Before the great Wall St rip-off, US public debt stood at around 65% of US GDP. After the collapse of the scam, US government debt rocketed above 95% of GDP as the public took on the dual tasks of bailing out the debts left behind by Wall St’s collapsed ponzi scheme, as well as stimulating a devastated economy.
The debt-ceiling debacle now gripping the United States is a fight over this debt. The Democrats want to raise the debt ceiling so that they can borrow more and pump that money into the hole in the real economy. The Republicans want to cut the borrowing so that the integrity of the US Budget is preserved and US Treasuries, the key stone of global money, keep their AAA rating and value.
At least, that’s the struggle in theory.
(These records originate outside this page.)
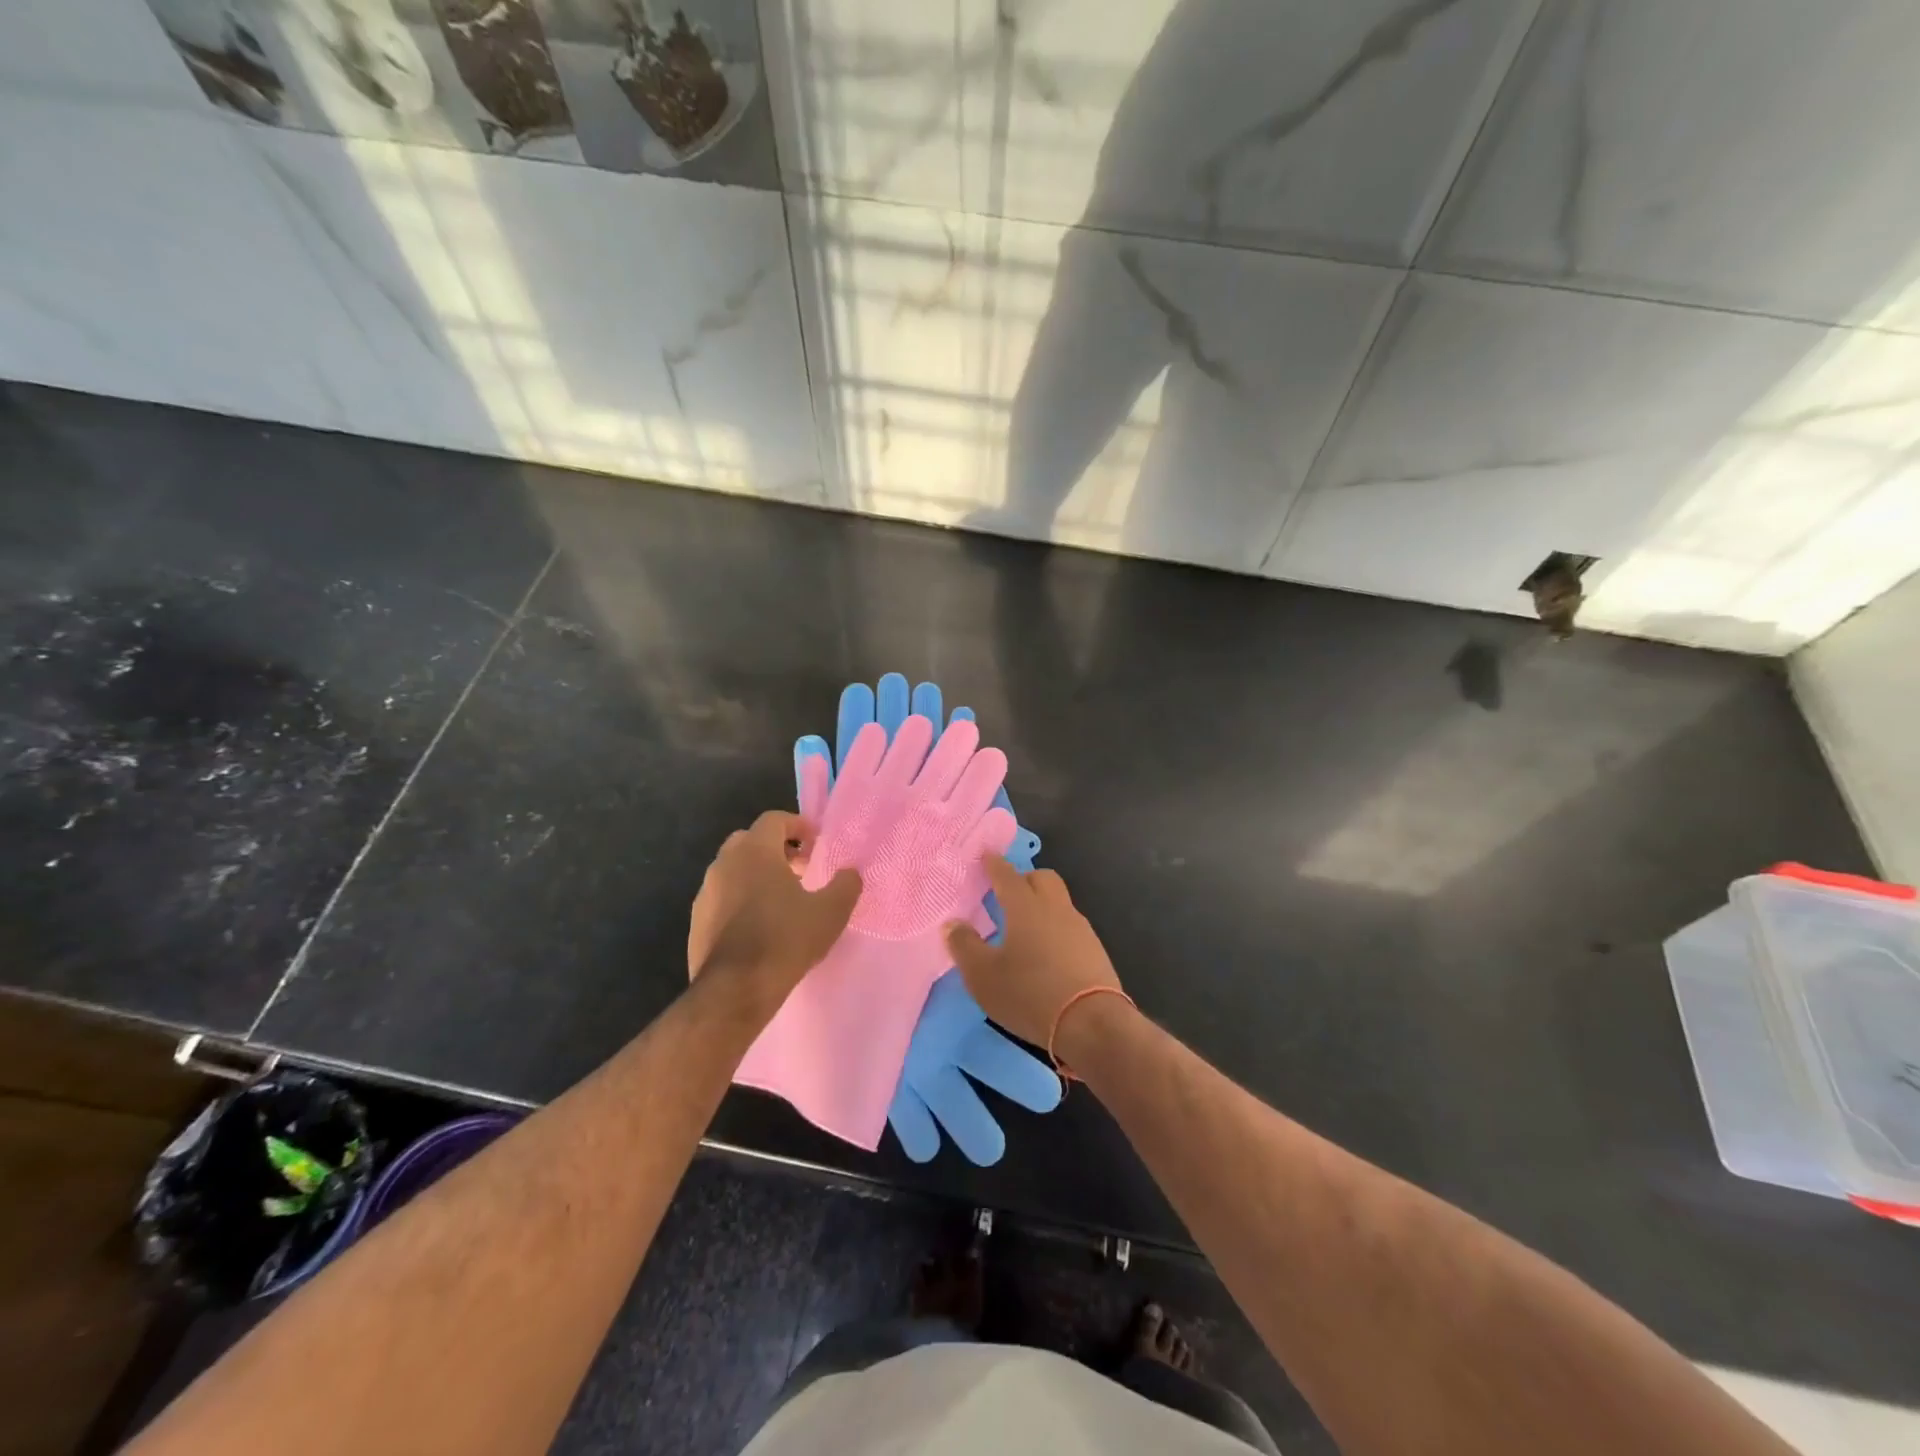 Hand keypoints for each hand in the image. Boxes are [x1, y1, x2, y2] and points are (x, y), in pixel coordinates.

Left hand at [688, 812, 860, 1000]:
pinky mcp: (696, 921)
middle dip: (776, 849)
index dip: (798, 826)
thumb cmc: (786, 939)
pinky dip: (740, 900)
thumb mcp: (831, 912)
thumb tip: (850, 873)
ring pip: (733, 870)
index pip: (774, 820)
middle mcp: (724, 863)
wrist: (735, 990)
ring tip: (781, 899)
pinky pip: (722, 898)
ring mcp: (706, 892)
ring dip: (756, 875)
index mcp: (755, 851)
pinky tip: (759, 926)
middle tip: (800, 869)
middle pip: (750, 841)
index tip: (816, 843)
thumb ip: (846, 885)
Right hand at [944, 857, 1123, 1052]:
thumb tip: (953, 923)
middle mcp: (1055, 908)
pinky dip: (1054, 928)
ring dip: (1041, 905)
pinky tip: (1045, 952)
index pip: (1007, 874)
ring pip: (1058, 901)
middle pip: (1041, 878)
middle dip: (1023, 879)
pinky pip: (1070, 925)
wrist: (1092, 1024)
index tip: (986, 855)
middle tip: (1005, 895)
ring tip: (1023, 928)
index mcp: (1026, 906)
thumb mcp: (983, 976)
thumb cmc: (1030, 995)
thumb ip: (964, 945)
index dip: (994, 864)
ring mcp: (1080, 927)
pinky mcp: (1094, 949) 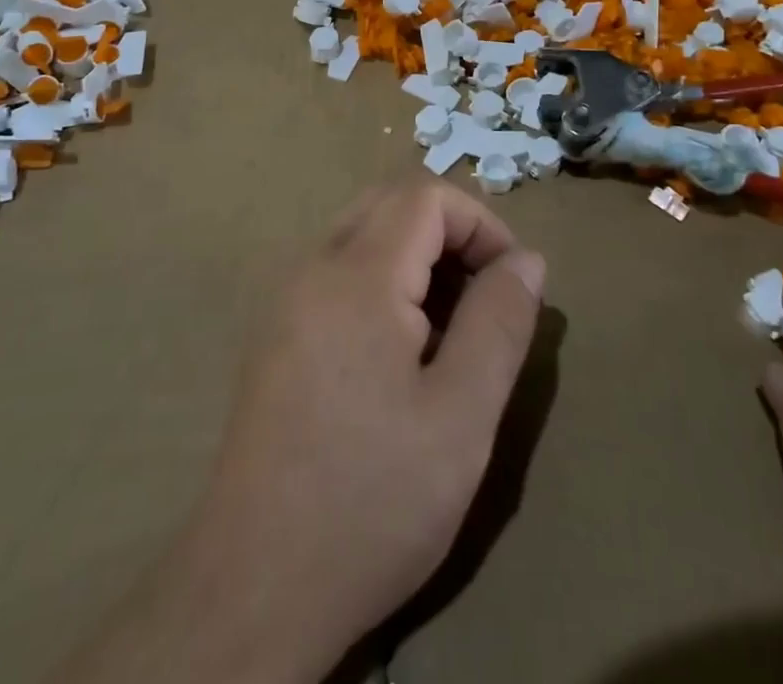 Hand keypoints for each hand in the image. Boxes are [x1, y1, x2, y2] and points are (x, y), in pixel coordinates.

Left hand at [69, 178, 544, 683]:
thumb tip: (527, 259)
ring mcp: (286, 300)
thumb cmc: (371, 500)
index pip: (425, 196)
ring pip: (362, 233)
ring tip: (449, 328)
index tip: (511, 282)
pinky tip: (399, 351)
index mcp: (356, 276)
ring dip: (416, 255)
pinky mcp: (276, 334)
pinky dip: (382, 280)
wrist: (254, 587)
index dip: (480, 223)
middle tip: (483, 297)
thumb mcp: (462, 417)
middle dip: (449, 231)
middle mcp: (313, 269)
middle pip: (390, 203)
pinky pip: (338, 271)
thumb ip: (499, 324) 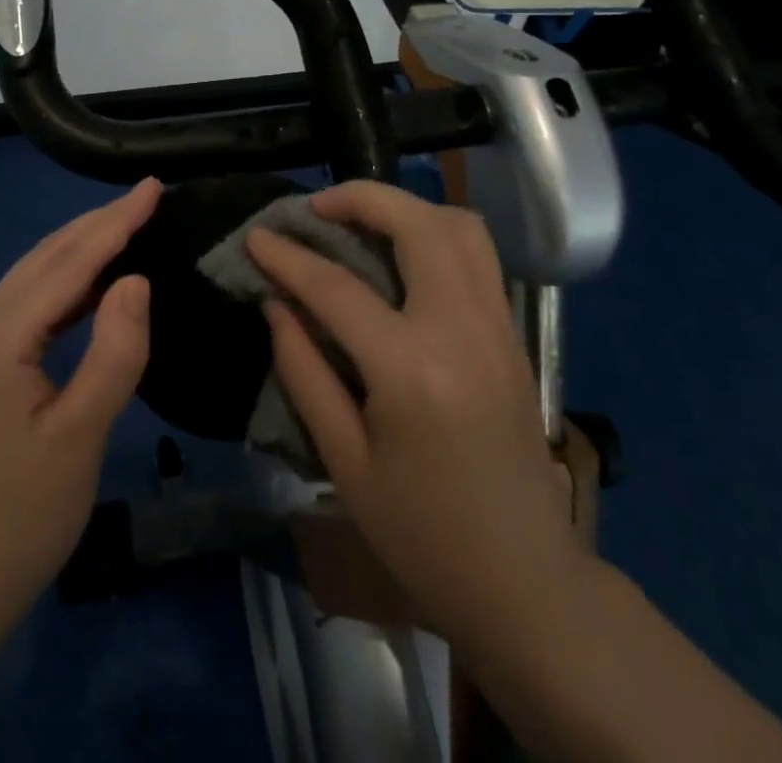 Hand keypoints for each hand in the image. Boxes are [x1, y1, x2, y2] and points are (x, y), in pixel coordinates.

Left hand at [0, 178, 160, 635]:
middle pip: (44, 260)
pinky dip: (66, 284)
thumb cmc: (23, 518)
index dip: (114, 223)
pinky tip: (95, 282)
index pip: (66, 265)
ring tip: (128, 224)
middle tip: (147, 196)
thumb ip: (114, 351)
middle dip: (97, 224)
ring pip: (33, 278)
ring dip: (81, 248)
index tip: (153, 188)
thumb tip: (136, 279)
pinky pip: (29, 306)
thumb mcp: (81, 436)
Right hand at [248, 181, 583, 654]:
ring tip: (360, 220)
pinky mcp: (513, 334)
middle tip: (316, 208)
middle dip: (360, 198)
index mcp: (411, 370)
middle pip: (416, 224)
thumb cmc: (421, 535)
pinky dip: (436, 232)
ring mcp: (497, 327)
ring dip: (406, 207)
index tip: (256, 236)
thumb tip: (276, 304)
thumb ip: (304, 372)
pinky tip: (403, 255)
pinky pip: (478, 255)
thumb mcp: (344, 463)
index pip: (337, 287)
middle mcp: (462, 329)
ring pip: (460, 226)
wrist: (526, 583)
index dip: (288, 256) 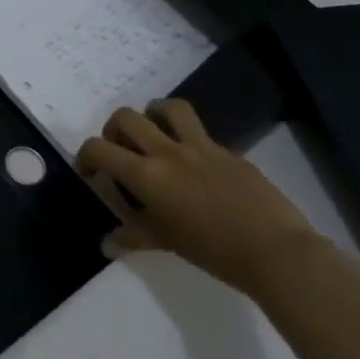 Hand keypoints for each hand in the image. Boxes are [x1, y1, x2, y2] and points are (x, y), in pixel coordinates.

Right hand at [77, 98, 323, 297]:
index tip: (89, 172)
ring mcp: (201, 147)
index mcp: (146, 174)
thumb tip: (106, 243)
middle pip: (127, 118)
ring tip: (153, 135)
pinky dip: (186, 140)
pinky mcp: (228, 152)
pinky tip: (193, 166)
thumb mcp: (165, 242)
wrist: (274, 251)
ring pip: (168, 108)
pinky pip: (200, 133)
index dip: (85, 156)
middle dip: (114, 129)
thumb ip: (132, 236)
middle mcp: (168, 151)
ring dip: (152, 115)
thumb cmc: (212, 250)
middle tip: (119, 151)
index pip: (99, 149)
If we look a little closer, however, the fight exhibits the same ghostly lineaments that defined the actions of Wall St in the years that they seized power. The debt-ceiling debate is about power and abusing the rules of money to get it.
Consider, the Obama administration has offered the following to resolve the impasse, from Washington Monthly:
* Democrats asked Republicans to pass a clean bill, just as GOP leaders had supported many times in the past. Republicans said, “No.”
* Democrats invited Republicans to Biden-led bipartisan talks. Republicans quit.
* Democrats offered a $2.4 trillion debt-reduction package, 83% of which would come from spending cuts. Republicans said, “No.”
* Democrats sought a Grand Bargain, with more than $4 trillion in savings. Republicans said, “No.”
* Several Democrats offered some preliminary support for the “Gang of Six” blueprint. Republicans said, “No.”
* Many more Democrats signaled support for the McConnell/Reid “Plan B.” Republicans said, “No.”
The sticking point for Republicans is that they simply will not raise taxes to help close the very deficit they so despise. Even though tax rates are at historically record lows as a percentage of GDP.
I understand the need for a balanced Budget to keep the rules of value intact. But, I also know a bald-faced grab for power when I see one.